## The data
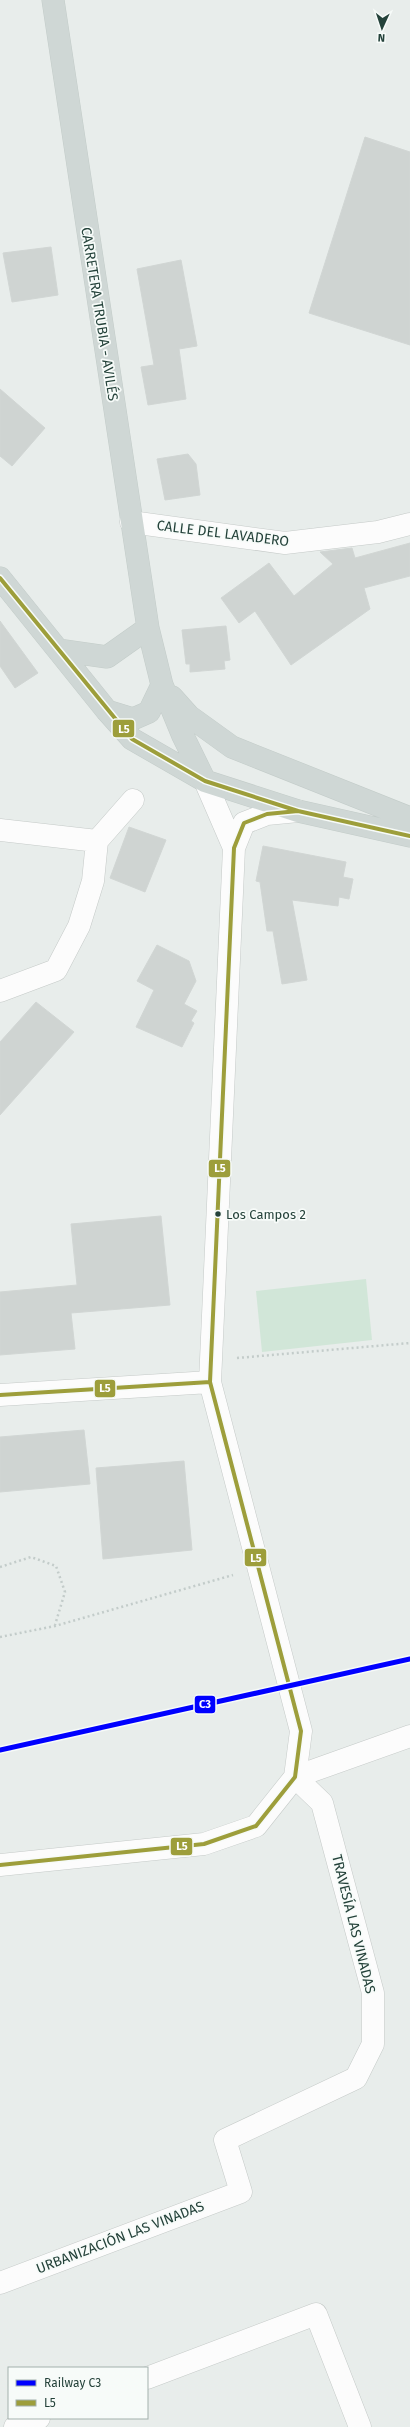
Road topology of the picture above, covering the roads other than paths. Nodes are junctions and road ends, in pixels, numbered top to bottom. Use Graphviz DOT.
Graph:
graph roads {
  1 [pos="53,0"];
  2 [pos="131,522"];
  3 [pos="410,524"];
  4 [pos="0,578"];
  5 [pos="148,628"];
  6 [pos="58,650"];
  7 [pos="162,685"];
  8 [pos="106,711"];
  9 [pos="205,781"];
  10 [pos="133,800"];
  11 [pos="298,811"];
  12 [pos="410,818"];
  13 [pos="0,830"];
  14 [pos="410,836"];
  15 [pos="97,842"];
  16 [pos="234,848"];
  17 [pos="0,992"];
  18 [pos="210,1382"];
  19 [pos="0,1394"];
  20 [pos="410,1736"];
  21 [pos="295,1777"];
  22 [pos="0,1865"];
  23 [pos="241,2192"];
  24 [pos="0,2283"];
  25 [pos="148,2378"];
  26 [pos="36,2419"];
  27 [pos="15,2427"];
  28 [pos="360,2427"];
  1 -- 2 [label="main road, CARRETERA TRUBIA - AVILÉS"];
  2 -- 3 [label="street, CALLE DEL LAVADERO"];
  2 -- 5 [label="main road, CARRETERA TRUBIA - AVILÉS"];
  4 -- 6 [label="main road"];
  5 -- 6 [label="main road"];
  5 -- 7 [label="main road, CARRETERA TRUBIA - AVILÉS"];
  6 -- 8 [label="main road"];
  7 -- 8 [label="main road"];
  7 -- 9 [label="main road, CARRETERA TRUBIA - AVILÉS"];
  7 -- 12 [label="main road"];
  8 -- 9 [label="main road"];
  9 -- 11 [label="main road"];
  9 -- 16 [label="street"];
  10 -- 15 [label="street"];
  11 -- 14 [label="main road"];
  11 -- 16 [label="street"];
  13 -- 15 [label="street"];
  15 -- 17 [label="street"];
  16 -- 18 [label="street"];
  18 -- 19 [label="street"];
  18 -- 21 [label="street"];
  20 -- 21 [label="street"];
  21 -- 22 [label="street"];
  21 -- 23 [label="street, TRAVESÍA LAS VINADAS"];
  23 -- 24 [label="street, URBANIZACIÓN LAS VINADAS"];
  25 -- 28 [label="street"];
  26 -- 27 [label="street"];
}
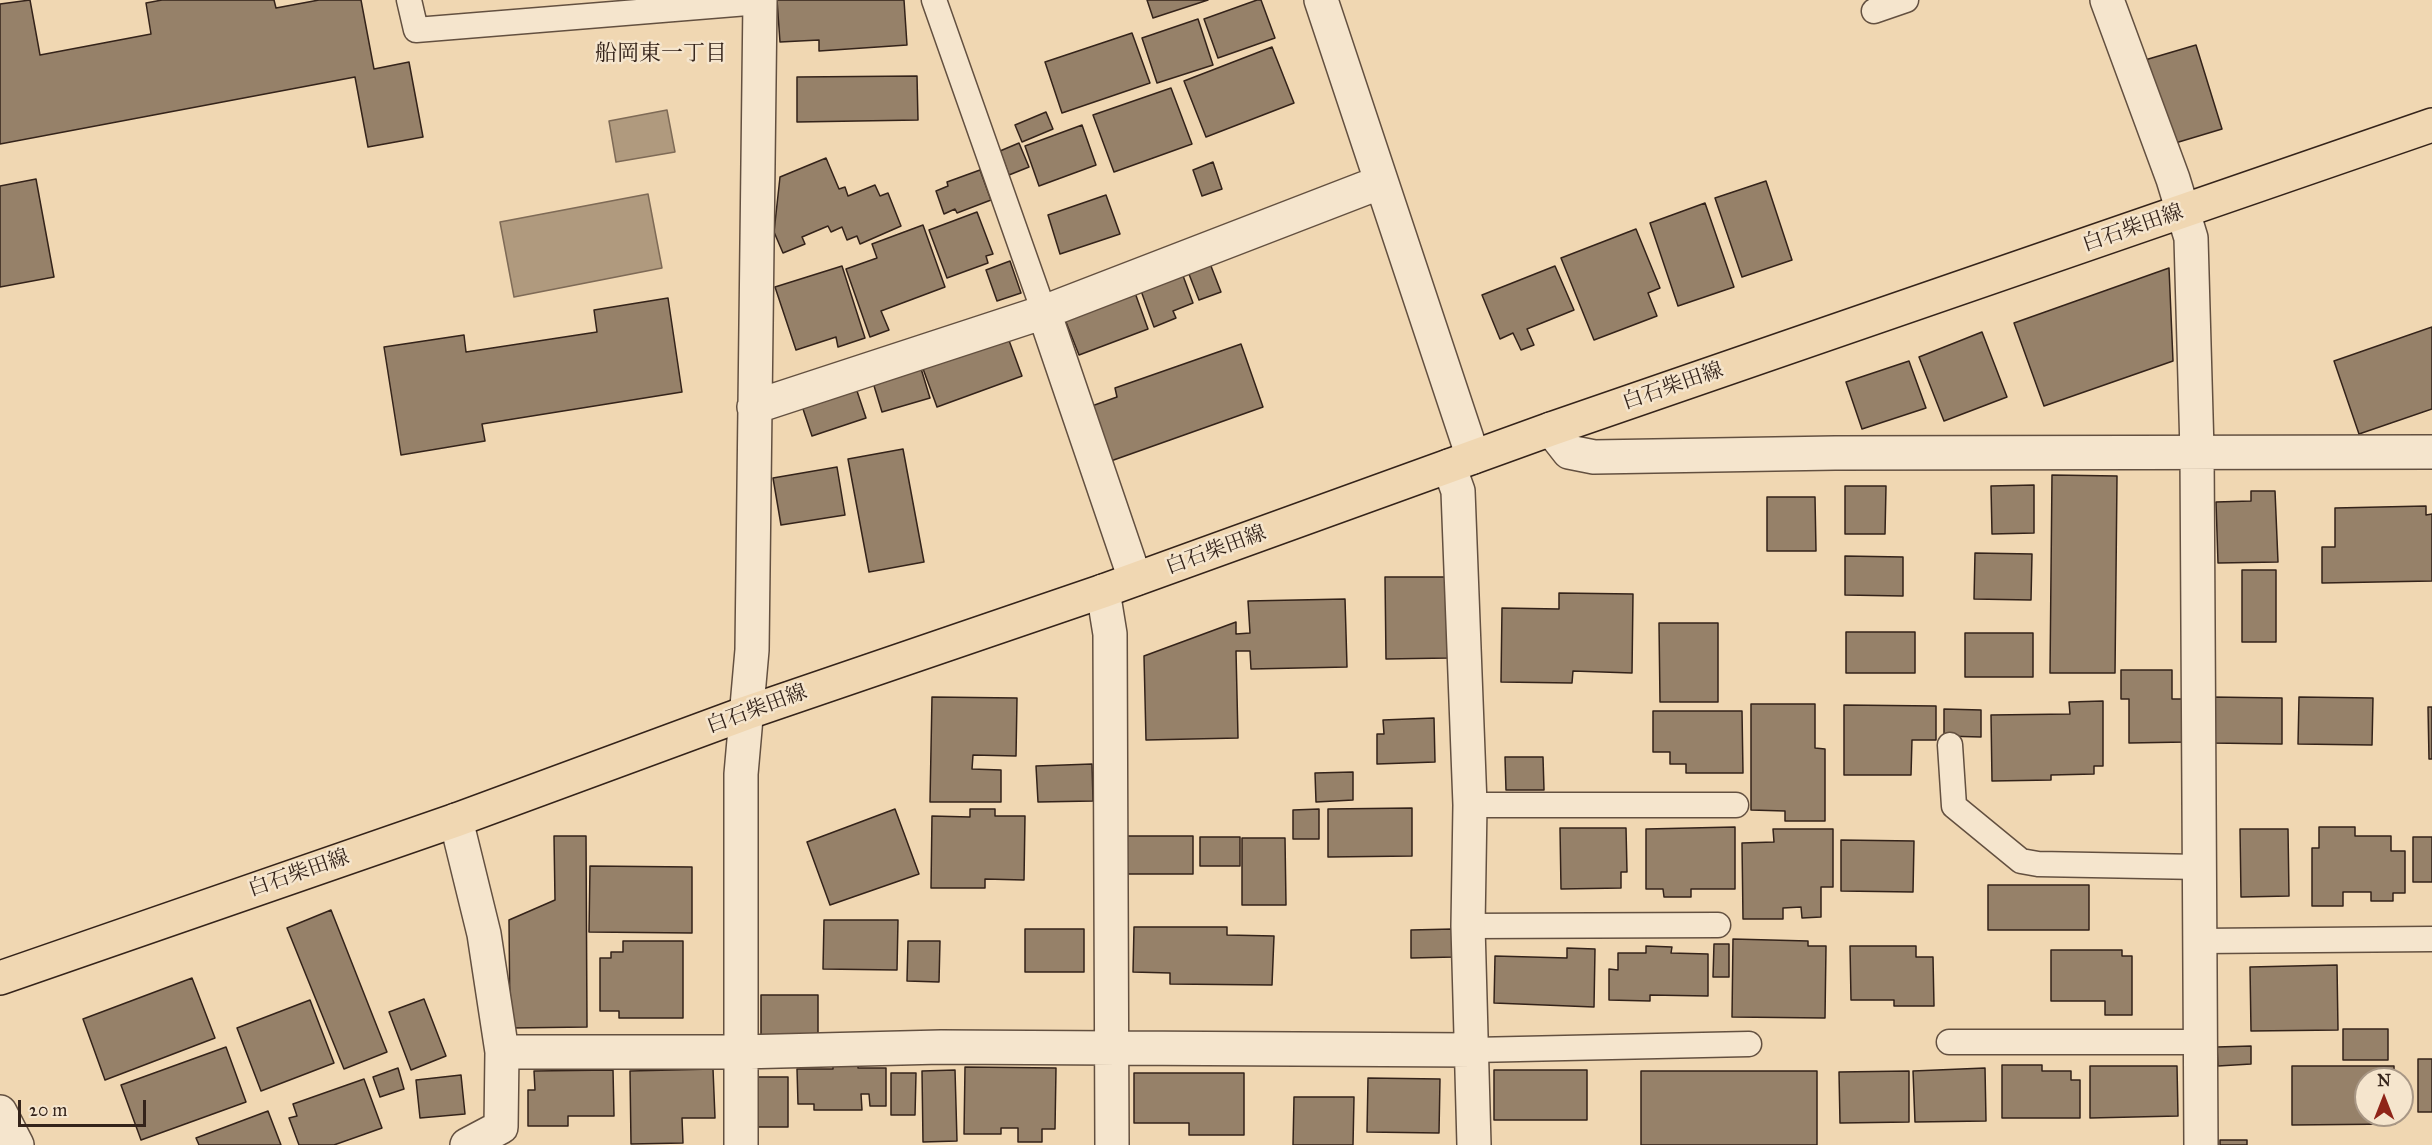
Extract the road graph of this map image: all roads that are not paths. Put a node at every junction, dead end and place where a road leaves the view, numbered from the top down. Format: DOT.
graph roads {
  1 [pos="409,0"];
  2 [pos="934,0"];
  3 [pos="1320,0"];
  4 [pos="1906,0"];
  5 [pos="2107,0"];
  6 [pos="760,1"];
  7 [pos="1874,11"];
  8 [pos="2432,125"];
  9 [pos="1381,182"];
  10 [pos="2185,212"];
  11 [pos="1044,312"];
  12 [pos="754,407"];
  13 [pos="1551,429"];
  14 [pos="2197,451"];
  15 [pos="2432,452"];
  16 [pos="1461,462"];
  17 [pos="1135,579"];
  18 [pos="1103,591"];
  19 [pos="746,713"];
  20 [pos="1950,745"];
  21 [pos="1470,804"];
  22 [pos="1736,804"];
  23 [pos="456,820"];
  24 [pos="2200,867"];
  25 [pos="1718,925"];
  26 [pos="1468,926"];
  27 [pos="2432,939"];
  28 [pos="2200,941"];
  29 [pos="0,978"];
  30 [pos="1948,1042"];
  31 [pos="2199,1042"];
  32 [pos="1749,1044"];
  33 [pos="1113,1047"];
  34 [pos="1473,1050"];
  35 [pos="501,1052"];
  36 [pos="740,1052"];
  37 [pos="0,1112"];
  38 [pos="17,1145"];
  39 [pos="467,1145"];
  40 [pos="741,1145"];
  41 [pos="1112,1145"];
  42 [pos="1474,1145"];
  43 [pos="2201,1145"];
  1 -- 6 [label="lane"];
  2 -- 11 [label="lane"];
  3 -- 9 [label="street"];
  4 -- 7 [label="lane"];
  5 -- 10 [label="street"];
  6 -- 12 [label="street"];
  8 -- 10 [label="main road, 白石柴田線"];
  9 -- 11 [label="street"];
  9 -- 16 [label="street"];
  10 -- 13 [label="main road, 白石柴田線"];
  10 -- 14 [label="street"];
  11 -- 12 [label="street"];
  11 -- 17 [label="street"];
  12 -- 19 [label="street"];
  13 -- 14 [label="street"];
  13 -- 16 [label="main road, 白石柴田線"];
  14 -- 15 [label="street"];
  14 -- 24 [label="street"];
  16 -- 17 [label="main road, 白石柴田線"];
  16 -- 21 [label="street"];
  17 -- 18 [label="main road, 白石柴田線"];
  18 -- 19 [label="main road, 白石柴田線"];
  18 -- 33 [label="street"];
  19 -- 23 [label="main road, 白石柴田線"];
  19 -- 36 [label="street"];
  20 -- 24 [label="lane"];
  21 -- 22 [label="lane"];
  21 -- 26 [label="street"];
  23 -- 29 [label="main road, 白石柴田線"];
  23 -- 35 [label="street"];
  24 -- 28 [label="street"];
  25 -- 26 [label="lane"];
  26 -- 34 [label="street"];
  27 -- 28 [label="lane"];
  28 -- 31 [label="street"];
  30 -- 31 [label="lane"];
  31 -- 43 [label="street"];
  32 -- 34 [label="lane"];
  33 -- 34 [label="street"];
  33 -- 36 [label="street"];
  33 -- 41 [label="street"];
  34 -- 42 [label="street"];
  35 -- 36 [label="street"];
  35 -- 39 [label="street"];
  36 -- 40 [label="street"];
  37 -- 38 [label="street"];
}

==

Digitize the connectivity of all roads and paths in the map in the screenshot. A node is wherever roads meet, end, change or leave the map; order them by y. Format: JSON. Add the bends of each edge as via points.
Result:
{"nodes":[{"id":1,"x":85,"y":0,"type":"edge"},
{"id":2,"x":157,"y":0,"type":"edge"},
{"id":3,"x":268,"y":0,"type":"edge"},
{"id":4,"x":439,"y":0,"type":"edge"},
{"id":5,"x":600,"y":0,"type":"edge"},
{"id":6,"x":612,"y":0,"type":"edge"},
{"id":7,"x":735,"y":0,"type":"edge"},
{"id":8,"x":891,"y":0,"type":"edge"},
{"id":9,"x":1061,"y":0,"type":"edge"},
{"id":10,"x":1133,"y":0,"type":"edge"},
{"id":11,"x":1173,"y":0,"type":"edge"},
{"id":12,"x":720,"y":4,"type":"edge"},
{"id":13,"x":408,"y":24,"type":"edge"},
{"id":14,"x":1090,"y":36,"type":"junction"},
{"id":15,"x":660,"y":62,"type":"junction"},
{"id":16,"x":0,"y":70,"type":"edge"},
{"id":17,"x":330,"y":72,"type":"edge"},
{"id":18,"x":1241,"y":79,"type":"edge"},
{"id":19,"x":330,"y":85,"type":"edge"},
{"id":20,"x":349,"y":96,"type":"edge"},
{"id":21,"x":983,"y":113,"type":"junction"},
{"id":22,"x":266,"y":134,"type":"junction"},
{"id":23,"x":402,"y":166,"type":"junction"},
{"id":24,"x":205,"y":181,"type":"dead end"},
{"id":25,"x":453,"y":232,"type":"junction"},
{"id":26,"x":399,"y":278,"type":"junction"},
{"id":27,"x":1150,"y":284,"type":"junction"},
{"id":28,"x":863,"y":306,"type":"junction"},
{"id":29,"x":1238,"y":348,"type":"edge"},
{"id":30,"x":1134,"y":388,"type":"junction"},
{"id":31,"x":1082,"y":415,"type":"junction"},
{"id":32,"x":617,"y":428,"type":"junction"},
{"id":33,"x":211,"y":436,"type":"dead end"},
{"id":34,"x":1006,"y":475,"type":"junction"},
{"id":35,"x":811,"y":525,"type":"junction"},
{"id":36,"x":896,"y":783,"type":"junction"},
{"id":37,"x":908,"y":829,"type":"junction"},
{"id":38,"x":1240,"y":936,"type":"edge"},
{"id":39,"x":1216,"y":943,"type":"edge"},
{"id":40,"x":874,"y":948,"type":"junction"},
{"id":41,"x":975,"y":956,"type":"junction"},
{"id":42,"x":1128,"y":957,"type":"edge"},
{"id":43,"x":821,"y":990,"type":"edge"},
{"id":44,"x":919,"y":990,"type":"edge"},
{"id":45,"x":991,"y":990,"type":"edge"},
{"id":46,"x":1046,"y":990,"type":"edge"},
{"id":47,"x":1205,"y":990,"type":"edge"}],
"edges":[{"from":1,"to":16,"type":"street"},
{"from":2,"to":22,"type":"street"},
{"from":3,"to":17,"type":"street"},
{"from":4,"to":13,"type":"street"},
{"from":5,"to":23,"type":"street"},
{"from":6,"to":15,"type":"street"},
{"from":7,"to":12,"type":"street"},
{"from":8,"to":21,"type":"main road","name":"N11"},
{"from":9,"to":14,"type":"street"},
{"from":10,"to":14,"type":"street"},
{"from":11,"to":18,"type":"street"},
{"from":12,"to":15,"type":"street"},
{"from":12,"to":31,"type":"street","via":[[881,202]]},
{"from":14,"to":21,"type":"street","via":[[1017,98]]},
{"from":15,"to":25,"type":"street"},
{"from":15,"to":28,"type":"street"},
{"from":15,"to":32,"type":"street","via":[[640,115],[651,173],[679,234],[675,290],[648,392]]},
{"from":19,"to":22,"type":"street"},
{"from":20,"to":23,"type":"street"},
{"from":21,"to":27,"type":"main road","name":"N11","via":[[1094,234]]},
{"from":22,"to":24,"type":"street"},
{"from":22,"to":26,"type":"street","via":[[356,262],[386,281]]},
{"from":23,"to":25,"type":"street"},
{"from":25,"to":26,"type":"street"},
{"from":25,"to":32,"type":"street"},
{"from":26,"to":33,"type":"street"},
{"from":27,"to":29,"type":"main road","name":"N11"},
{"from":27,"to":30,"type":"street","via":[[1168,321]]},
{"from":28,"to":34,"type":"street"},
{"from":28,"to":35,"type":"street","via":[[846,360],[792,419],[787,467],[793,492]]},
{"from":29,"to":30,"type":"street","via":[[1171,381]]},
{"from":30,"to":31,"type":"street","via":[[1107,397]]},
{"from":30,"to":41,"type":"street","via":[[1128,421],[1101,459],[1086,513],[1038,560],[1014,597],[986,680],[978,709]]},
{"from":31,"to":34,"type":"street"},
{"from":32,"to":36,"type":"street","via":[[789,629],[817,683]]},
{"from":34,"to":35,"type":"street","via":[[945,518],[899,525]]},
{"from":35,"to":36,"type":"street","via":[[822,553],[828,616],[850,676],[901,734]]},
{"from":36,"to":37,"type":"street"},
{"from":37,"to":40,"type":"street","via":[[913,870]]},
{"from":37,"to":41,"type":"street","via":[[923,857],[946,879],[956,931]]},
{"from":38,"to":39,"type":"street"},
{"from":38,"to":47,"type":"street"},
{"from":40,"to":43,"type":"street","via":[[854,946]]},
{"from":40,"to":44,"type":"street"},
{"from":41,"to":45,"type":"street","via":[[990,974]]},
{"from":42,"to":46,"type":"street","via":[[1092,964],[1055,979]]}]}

## Task item
This task calls for the number of lines in the entries that contain the string "dead", with no accompanying text.

## Solution to this task
3